EXERCISE PROMPT: Each line in the entries below that holds the string "Oxblodet" must be copied.

- Opening Delimiter -

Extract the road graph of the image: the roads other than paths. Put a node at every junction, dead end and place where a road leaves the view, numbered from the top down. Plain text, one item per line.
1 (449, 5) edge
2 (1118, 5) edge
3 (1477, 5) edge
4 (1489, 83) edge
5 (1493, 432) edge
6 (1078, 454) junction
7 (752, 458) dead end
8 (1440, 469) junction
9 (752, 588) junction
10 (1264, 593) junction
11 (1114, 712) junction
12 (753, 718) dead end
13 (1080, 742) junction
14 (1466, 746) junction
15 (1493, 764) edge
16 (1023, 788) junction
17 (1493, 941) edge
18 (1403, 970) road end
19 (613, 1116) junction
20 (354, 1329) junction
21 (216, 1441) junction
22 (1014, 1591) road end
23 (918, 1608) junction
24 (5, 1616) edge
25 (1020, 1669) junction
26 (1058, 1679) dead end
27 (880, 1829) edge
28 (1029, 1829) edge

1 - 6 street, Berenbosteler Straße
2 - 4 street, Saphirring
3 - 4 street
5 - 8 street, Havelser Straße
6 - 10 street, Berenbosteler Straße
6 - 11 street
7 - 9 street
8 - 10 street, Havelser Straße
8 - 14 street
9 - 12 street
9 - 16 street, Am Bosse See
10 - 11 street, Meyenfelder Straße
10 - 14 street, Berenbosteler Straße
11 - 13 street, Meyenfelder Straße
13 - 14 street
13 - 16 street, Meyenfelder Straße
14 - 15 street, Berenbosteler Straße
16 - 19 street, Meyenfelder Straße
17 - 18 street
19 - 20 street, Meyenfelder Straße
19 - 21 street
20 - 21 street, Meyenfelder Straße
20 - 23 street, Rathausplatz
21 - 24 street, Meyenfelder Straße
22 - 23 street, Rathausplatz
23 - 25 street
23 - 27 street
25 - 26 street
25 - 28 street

- Closing Delimiter -
- Opening Delimiter -

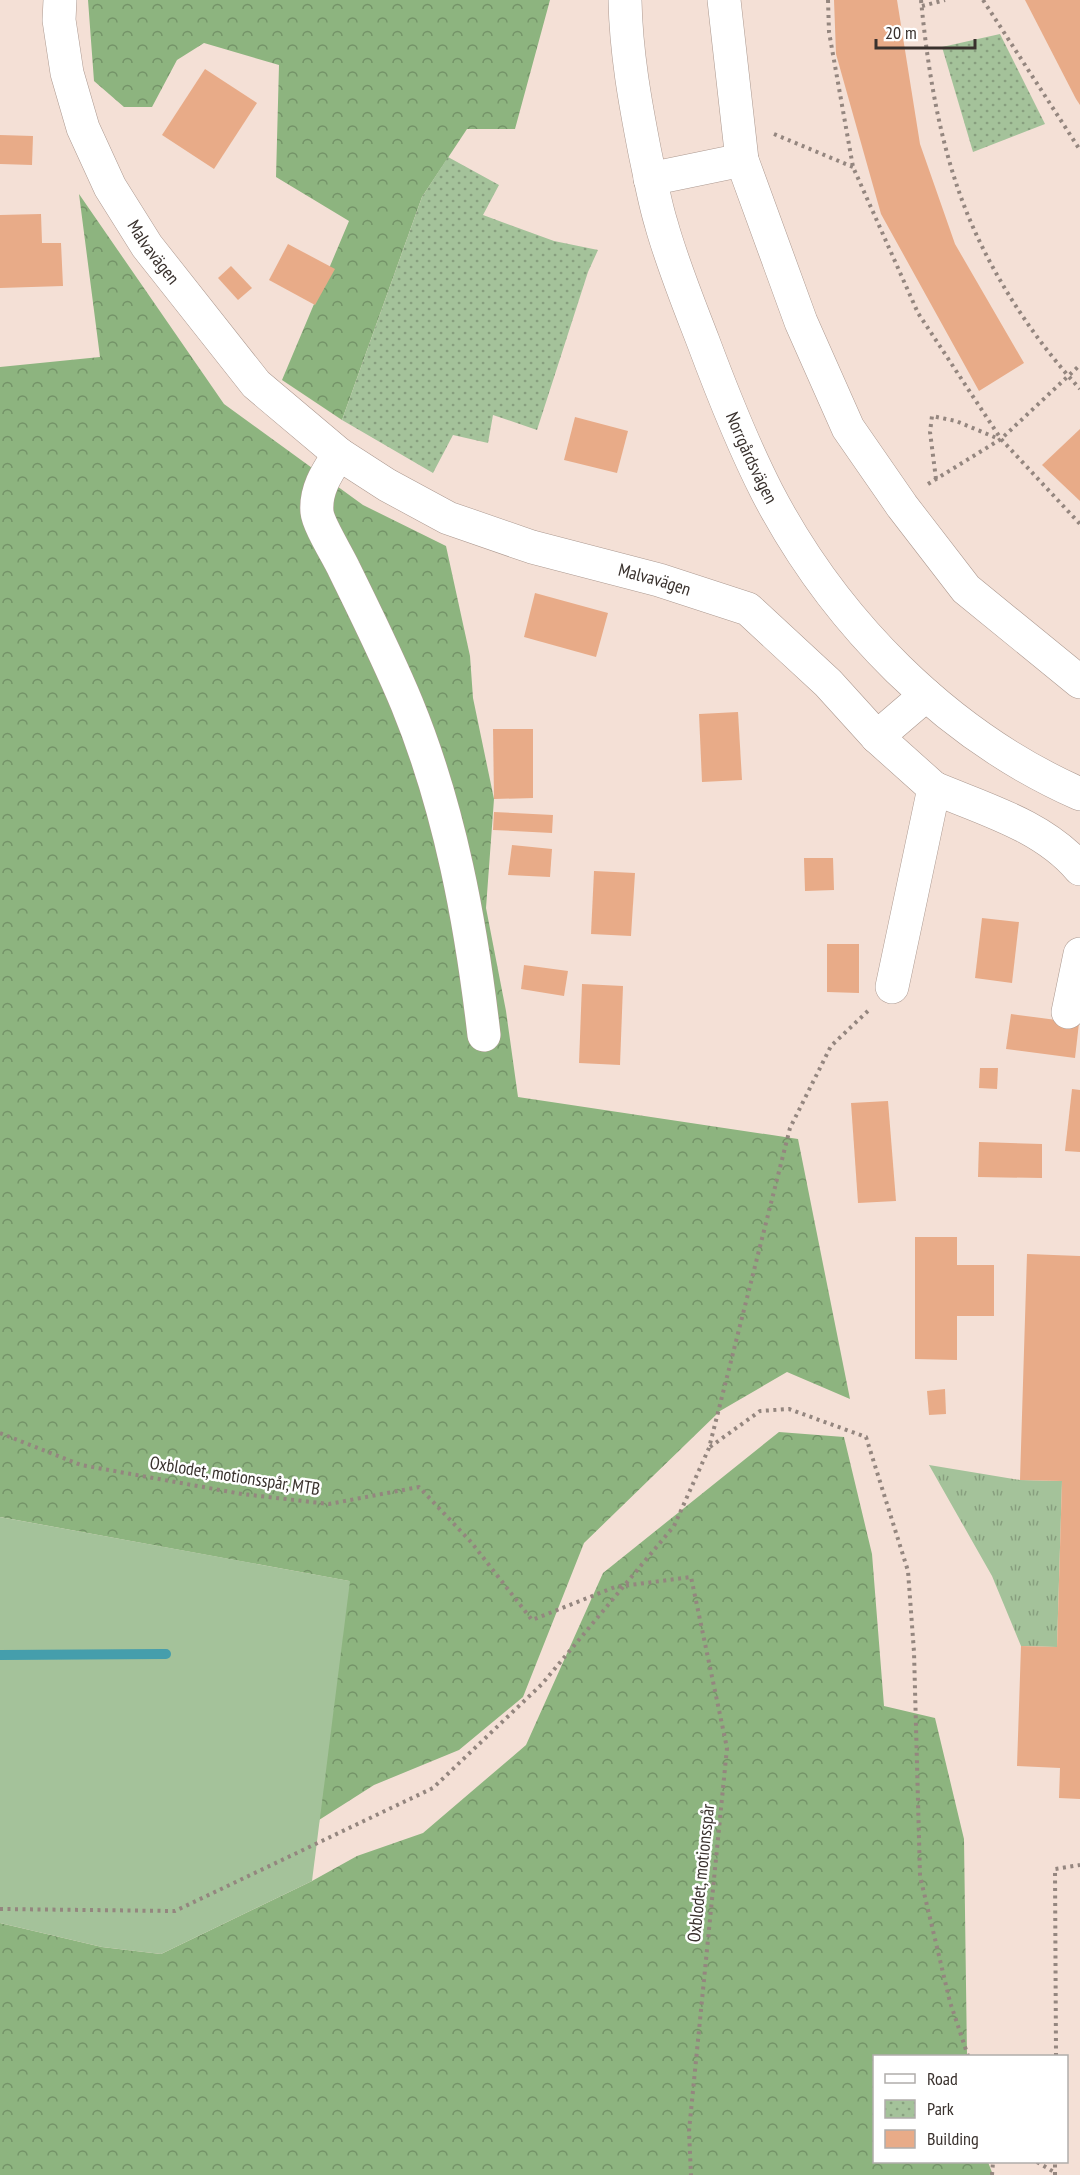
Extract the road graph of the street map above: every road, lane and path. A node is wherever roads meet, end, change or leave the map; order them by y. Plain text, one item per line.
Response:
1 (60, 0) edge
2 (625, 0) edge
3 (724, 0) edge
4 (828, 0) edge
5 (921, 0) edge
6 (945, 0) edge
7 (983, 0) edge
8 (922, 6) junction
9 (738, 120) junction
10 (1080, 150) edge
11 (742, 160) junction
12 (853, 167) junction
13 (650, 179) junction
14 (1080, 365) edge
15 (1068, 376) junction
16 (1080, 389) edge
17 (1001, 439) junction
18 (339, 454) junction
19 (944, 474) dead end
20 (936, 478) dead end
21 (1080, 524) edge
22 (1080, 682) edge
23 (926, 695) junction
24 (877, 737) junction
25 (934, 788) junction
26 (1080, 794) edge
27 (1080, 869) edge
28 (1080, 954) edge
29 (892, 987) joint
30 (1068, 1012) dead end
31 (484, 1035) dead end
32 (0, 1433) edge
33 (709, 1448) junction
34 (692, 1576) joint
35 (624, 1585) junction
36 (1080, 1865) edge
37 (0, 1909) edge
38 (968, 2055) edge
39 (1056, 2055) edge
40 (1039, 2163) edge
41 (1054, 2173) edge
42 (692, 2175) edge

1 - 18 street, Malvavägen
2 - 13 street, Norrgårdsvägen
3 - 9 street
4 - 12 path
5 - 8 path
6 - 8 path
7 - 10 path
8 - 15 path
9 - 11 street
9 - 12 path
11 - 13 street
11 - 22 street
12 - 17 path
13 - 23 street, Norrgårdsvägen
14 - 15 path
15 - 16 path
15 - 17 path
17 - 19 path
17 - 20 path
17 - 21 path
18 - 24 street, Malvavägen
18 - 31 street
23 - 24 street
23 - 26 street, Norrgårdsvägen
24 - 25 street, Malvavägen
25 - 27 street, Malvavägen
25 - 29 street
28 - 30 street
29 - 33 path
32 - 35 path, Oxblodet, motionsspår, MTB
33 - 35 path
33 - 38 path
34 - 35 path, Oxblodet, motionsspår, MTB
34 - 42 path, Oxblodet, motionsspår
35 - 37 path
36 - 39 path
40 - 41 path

- Closing Delimiter -

TASK OUTPUT:
32 - 35 path, Oxblodet, motionsspår, MTB
34 - 35 path, Oxblodet, motionsspår, MTB
34 - 42 path, Oxblodet, motionsspår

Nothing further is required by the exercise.